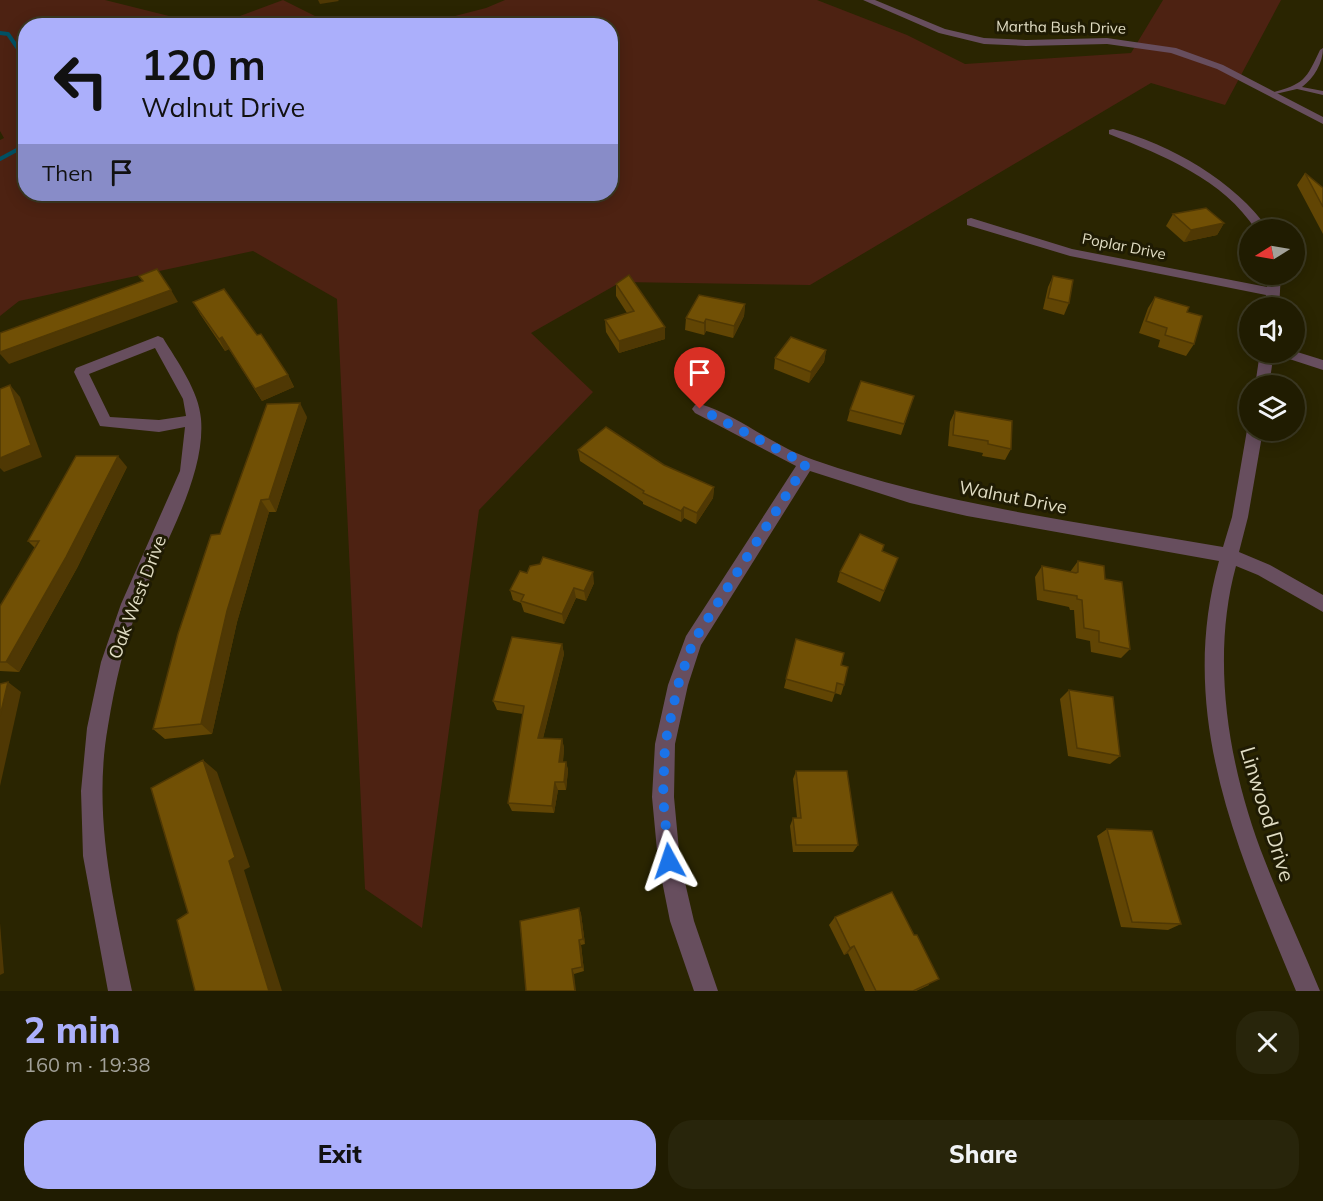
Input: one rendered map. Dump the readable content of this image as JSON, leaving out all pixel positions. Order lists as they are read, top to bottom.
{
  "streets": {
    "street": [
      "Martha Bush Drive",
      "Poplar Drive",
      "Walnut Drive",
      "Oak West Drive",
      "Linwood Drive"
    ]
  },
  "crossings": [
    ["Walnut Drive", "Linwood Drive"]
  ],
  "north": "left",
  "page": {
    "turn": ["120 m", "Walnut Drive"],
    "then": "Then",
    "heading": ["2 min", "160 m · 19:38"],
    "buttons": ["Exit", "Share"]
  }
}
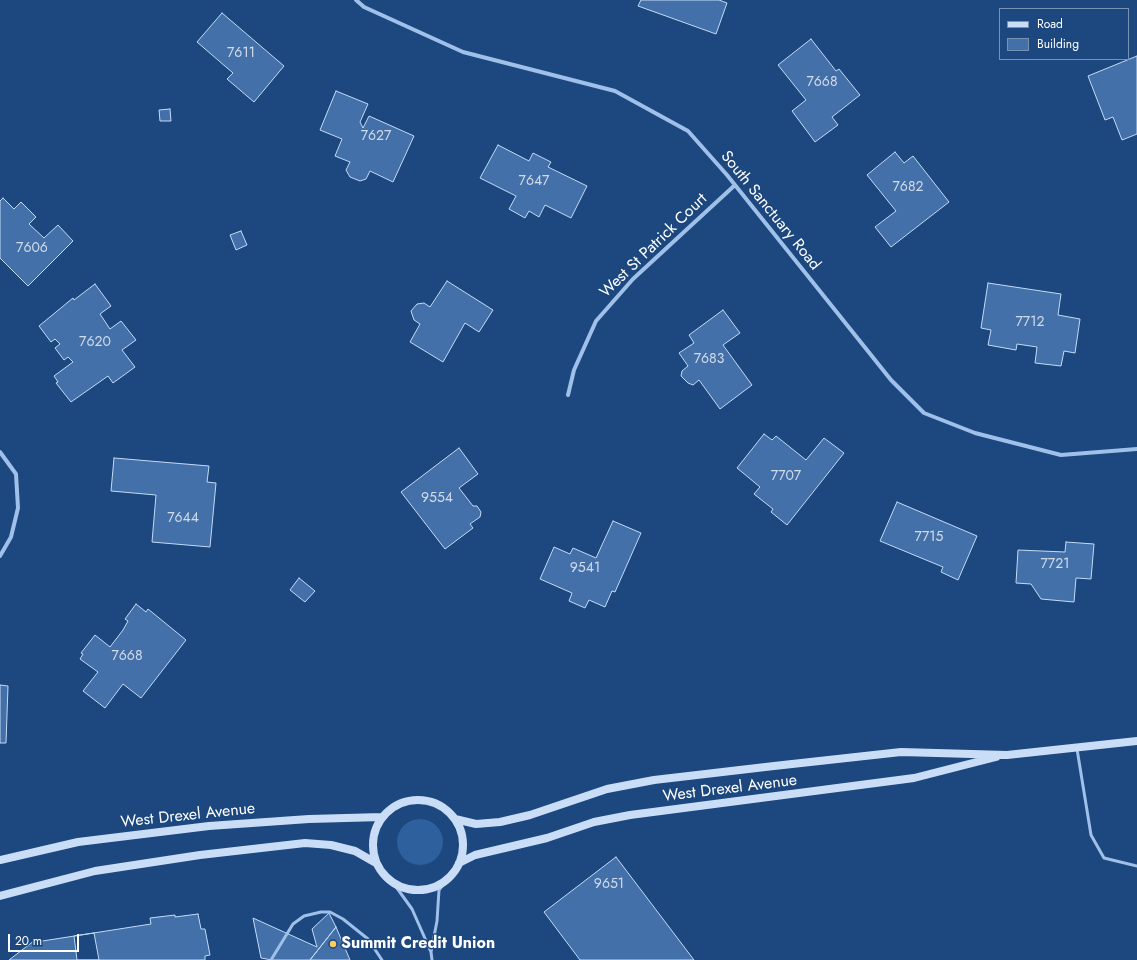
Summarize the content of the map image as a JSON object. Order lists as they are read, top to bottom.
━━━━━━━━
* **What the exercise asks**: Copy all the material exactly; omit images.

* **Solution to this exercise**:
Input: one rendered map. Dump the readable content of this image as JSON, leaving out all pixel positions. Order lists as they are read, top to bottom.
{
  "streets": {
    "street": [
      "Martha Bush Drive",
      "Poplar Drive",
      "Walnut Drive",
      "Oak West Drive",
      "Linwood Drive"
    ]
  },
  "crossings": [
    ["Walnut Drive", "Linwood Drive"]
  ],
  "north": "left",
  "page": {
    "turn": ["120 m", "Walnut Drive"],
    "then": "Then",
    "heading": ["2 min", "160 m · 19:38"],
    "buttons": ["Exit", "Share"]
  }
}
Summarize the content of the map image as a JSON object. Order lists as they are read, top to bottom.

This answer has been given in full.